**EXERCISE AIM:** Extract, exactly as written, each line from the start of the records below to the line containing "thumb ip: (352, 284)", both ends included; drop the pictures.

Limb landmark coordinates
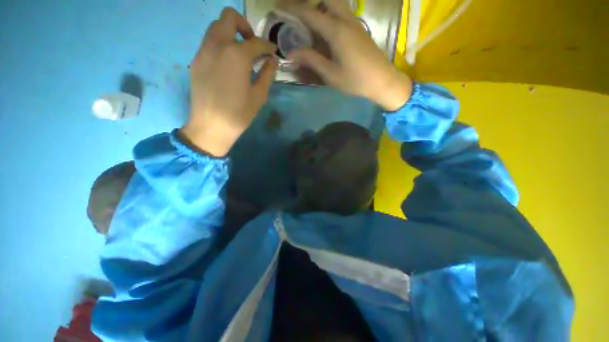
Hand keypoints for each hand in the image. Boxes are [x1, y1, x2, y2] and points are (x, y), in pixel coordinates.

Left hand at [180, 7, 277, 156]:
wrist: (211, 126)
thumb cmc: (239, 113)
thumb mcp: (259, 95)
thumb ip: (267, 74)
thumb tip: (272, 60)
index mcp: (236, 55)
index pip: (256, 42)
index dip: (267, 46)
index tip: (272, 52)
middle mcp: (217, 45)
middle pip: (228, 17)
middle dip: (244, 26)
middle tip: (253, 45)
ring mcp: (203, 51)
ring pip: (215, 28)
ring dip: (230, 34)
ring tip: (241, 55)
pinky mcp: (196, 61)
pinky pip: (208, 43)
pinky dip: (221, 45)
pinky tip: (228, 65)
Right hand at [290, 0, 411, 110]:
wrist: (382, 81)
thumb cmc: (356, 80)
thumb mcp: (331, 74)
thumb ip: (311, 61)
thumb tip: (292, 54)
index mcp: (337, 31)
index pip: (310, 14)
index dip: (292, 10)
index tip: (278, 8)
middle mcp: (346, 20)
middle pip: (326, 0)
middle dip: (310, 5)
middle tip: (300, 18)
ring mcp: (355, 23)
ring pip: (336, 5)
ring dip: (322, 9)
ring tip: (311, 26)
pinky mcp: (360, 30)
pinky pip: (343, 14)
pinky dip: (331, 16)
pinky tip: (326, 33)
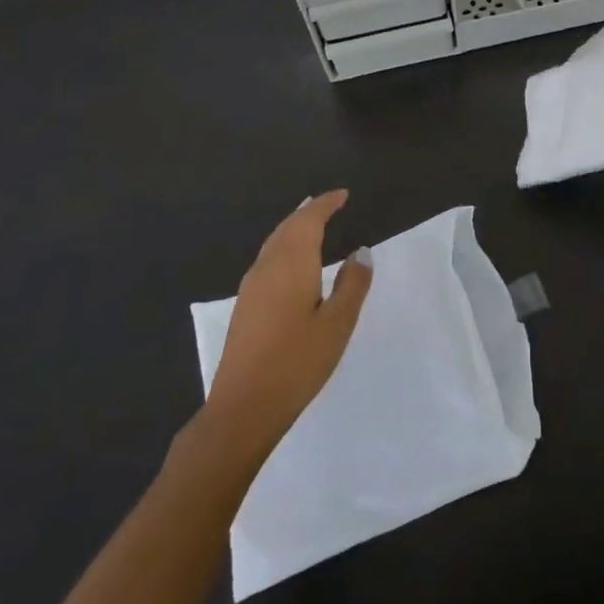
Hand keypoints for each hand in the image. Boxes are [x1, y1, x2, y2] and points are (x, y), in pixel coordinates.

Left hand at [201, 191, 371, 450]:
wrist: (243, 408)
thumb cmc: (297, 363)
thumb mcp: (337, 323)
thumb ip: (352, 284)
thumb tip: (361, 251)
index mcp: (291, 263)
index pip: (308, 220)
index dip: (325, 203)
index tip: (343, 195)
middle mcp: (267, 267)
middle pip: (287, 227)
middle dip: (308, 212)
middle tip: (328, 204)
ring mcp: (251, 287)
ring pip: (274, 243)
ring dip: (294, 228)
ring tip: (312, 224)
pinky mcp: (245, 306)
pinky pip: (267, 260)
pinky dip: (284, 247)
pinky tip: (292, 263)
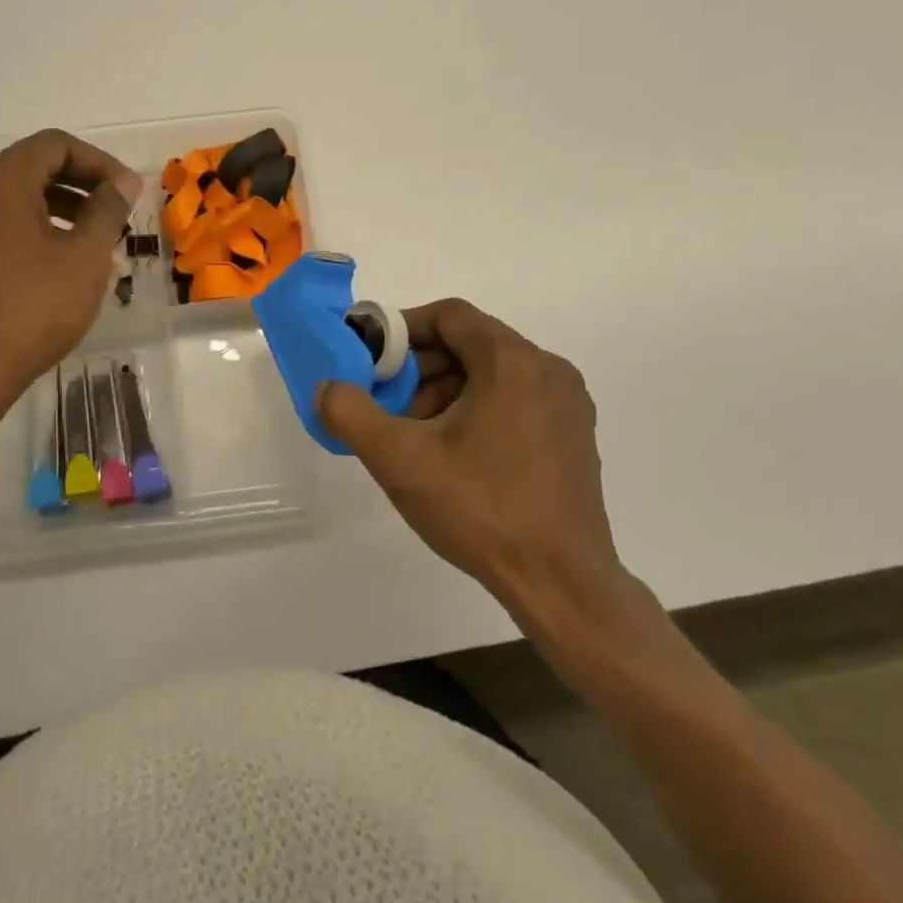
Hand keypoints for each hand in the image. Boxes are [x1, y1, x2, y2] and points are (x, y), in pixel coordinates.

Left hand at [0, 129, 141, 427]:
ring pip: (13, 194)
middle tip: (117, 213)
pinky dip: (31, 225)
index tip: (128, 193)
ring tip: (94, 238)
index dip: (99, 162)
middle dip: (81, 183)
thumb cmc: (32, 310)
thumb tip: (123, 182)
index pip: (55, 144)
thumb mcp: (85, 257)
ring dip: (59, 205)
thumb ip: (107, 210)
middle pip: (32, 164)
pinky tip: (58, 259)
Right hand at [315, 298, 635, 652]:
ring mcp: (568, 404)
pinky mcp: (575, 435)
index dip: (403, 330)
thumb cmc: (481, 510)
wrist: (562, 585)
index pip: (448, 316)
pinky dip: (478, 409)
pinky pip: (516, 399)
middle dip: (421, 369)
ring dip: (447, 392)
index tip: (373, 362)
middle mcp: (548, 369)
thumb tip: (327, 388)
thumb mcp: (399, 459)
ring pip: (492, 373)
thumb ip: (351, 413)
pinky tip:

**WORKED SOLUTION:**
Hand keypoints for each hand in the image. Boxes are [x1, y1, x2, y2] and points are (x, y), in pixel coordinates.

Left hand at [180, 7, 277, 156]:
wrist: (211, 126)
thumb cmc: (239, 113)
thumb mcp: (259, 95)
thumb ip: (267, 74)
thumb tip: (272, 60)
index mcp: (236, 55)
index pip: (256, 42)
index dip: (267, 46)
index tip: (272, 52)
middle mcp: (217, 45)
middle pip: (228, 17)
middle dip: (244, 26)
middle tip: (253, 45)
ring mcp: (203, 51)
ring pip: (215, 28)
ring dip: (230, 34)
ring tip: (241, 55)
pinky mcp: (196, 61)
pinky pip: (208, 43)
pinky dip: (221, 45)
pinky tip: (228, 65)
Right hand at [290, 0, 411, 110]:
wrist: (382, 81)
thumb cmc: (356, 80)
thumb mcp: (331, 74)
thumb ip: (311, 61)
thumb tip: (292, 54)
index mcp: (337, 31)
index pip: (310, 14)
index dip: (292, 10)
index tip: (278, 8)
middle mcp: (346, 20)
middle pip: (326, 0)
middle dip: (310, 5)
middle tip: (300, 18)
ring mcp: (355, 23)
ring pip: (336, 5)
ring dip: (322, 9)
ring tip: (311, 26)
pinky mcp: (360, 30)
pinky pip: (343, 14)
pinky dip: (331, 16)
pinky tip: (326, 33)
Hand keypoints for each hand in the image. Boxes are [x1, y1, x2, y2] and points are (x, y), in pixel coordinates.

Left hand at [201, 191, 371, 450]:
wrist: (243, 408)
thumb cmc: (297, 363)
thumb mcp: (337, 323)
thumb ip: (352, 284)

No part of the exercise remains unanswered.